**Data**
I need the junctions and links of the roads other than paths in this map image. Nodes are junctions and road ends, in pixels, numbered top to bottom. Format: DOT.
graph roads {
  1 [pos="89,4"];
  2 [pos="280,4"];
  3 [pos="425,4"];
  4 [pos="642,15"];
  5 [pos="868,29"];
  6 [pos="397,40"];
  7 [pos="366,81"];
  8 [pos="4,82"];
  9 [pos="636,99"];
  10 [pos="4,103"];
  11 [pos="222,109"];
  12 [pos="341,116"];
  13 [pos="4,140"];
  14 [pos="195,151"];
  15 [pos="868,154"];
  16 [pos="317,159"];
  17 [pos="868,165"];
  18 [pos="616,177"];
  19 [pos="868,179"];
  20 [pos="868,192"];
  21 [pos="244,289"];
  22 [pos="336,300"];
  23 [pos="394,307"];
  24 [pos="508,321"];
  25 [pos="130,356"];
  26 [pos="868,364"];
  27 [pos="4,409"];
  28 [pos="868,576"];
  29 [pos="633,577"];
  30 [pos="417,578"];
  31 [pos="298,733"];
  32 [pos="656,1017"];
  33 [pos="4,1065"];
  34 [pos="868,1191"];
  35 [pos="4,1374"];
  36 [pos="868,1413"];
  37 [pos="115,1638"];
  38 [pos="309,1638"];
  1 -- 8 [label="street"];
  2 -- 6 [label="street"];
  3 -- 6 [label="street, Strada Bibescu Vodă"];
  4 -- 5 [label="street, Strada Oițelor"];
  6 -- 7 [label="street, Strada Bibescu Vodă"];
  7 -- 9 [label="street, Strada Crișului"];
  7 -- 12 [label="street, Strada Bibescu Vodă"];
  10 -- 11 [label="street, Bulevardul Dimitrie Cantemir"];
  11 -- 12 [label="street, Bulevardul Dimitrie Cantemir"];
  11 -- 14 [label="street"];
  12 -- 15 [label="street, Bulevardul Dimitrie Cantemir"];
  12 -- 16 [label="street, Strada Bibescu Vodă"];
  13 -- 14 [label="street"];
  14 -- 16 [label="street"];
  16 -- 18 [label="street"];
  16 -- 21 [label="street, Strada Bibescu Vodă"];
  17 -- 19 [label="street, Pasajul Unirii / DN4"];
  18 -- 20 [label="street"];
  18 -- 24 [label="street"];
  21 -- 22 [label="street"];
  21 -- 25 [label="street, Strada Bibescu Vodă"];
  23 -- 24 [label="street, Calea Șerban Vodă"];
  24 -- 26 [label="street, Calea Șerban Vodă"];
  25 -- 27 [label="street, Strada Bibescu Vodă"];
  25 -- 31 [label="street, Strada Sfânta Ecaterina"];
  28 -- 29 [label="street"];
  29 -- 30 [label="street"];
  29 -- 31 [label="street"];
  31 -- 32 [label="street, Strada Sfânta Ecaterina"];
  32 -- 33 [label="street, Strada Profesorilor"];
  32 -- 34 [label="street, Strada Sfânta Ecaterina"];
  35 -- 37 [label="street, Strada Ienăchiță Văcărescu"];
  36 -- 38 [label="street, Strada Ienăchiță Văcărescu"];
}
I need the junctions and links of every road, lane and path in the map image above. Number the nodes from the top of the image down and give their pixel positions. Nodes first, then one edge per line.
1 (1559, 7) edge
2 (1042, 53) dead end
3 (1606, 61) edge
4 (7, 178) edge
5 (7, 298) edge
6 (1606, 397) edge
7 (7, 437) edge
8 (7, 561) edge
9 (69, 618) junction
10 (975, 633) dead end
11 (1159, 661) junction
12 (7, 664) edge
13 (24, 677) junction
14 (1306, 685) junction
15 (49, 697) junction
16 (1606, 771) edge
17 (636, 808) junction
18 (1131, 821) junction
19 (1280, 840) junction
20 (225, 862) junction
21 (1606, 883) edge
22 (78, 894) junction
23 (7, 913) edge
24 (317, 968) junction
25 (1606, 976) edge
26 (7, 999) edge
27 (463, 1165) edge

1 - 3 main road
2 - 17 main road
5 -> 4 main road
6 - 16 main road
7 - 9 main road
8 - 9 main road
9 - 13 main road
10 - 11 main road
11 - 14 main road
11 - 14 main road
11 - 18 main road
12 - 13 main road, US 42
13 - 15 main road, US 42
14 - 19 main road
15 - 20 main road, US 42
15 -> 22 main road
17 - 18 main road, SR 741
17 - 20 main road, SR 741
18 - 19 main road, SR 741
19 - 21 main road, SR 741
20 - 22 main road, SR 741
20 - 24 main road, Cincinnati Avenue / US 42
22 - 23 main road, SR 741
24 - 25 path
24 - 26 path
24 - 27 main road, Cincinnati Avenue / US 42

**Task brief**
Go through the material and set every line down again exactly.

**Response to this exercise**
I need the junctions and links of the roads other than paths in this map image. Nodes are junctions and road ends, in pixels, numbered top to bottom. Format: DOT.
graph roads {
  1 [pos="89,4"];
  2 [pos="280,4"];
  3 [pos="425,4"];
  4 [pos="642,15"];
  5 [pos="868,29"];
  6 [pos="397,40"];
  7 [pos="366,81"];
  8 [pos="4,82"];
  9 [pos="636,99"];
  10 [pos="4,103"];
  11 [pos="222,109"];
  12 [pos="341,116"];
  13 [pos="4,140"];
  14 [pos="195,151"];
  15 [pos="868,154"];
  16 [pos="317,159"];
  17 [pos="868,165"];
  18 [pos="616,177"];
  19 [pos="868,179"];
  20 [pos="868,192"];
  21 [pos="244,289"];
  22 [pos="336,300"];
  23 [pos="394,307"];
  24 [pos="508,321"];
  25 [pos="130,356"];
  26 [pos="868,364"];
  27 [pos="4,409"];
  28 [pos="868,576"];
  29 [pos="633,577"];
  30 [pos="417,578"];
  31 [pos="298,733"];
  32 [pos="656,1017"];
  33 [pos="4,1065"];
  34 [pos="868,1191"];
  35 [pos="4,1374"];
  36 [pos="868,1413"];
  37 [pos="115,1638"];
  38 [pos="309,1638"];
  1 -- 8 [label="street"];
  2 -- 6 [label="street"];
  3 -- 6 [label="street, Strada Bibescu Vodă"];
  4 -- 5 [label="street, Strada Oițelor"];
  6 -- 7 [label="street, Strada Bibescu Vodă"];
  7 -- 9 [label="street, Strada Crișului"];
  7 -- 12 [label="street, Strada Bibescu Vodă"];
  10 -- 11 [label="street, Bulevardul Dimitrie Cantemir"];
  11 -- 12 [label="street, Bulevardul Dimitrie Cantemir"];
  11 -- 14 [label="street"];
  12 -- 15 [label="street, Bulevardul Dimitrie Cantemir"];
  12 -- 16 [label="street, Strada Bibescu Vodă"];
  13 -- 14 [label="street"];
  14 -- 16 [label="street"];
  16 -- 18 [label="street"];
  16 -- 21 [label="street, Strada Bibescu Vodă"];
  17 -- 19 [label="street, Pasajul Unirii / DN4"];
  18 -- 20 [label="street"];
  18 -- 24 [label="street"];
  21 -- 22 [label="street"];
  21 -- 25 [label="street, Strada Bibescu Vodă"];
  23 -- 24 [label="street, Calea Șerban Vodă"];
  24 -- 26 [label="street, Calea Șerban Vodă"];
  25 -- 27 [label="street, Strada Bibescu Vodă"];
  25 -- 31 [label="street, Strada Sfânta Ecaterina"];
  28 -- 29 [label="street"];
  29 -- 30 [label="street"];
  29 -- 31 [label="street"];
  31 -- 32 [label="street, Strada Sfânta Ecaterina"];
  32 -- 33 [label="street, Strada Profesorilor"];
  32 -- 34 [label="street, Strada Sfânta Ecaterina"];
  35 -- 37 [label="street, Strada Ienăchiță Văcărescu"];
  36 -- 38 [label="street, Strada Ienăchiță Văcărescu"];
}
I need the junctions and links of every road, lane and path in the map image above. Number the nodes from the top of the image down and give their pixel positions. Nodes first, then one edge per line.
1 (1559, 7) edge
2 (1042, 53) dead end
3 (1606, 61) edge
4 (7, 178) edge
5 (7, 298) edge
6 (1606, 397) edge
7 (7, 437) edge
8 (7, 561) edge
9 (69, 618) junction
10 (975, 633) dead end
11 (1159, 661) junction
12 (7, 664) edge
13 (24, 677) junction
14 (1306, 685) junction
15 (49, 697) junction
16 (1606, 771) edge
17 (636, 808) junction
18 (1131, 821) junction
19 (1280, 840) junction
20 (225, 862) junction
21 (1606, 883) edge
22 (78, 894) junction
23 (7, 913) edge
24 (317, 968) junction
25 (1606, 976) edge
26 (7, 999) edge
27 (463, 1165) edge

1 - 3 main road
2 - 17 main road
5 -> 4 main road
6 - 16 main road
7 - 9 main road
8 - 9 main road
9 - 13 main road
10 - 11 main road
11 - 14 main road
11 - 14 main road
11 - 18 main road
12 - 13 main road, US 42
13 - 15 main road, US 42
14 - 19 main road
15 - 20 main road, US 42
15 -> 22 main road
17 - 18 main road, SR 741
17 - 20 main road, SR 741
18 - 19 main road, SR 741
19 - 21 main road, SR 741
20 - 22 main road, SR 741
20 - 24 main road, Cincinnati Avenue / US 42
22 - 23 main road, SR 741
24 - 25 path
24 - 26 path
24 - 27 main road, Cincinnati Avenue / US 42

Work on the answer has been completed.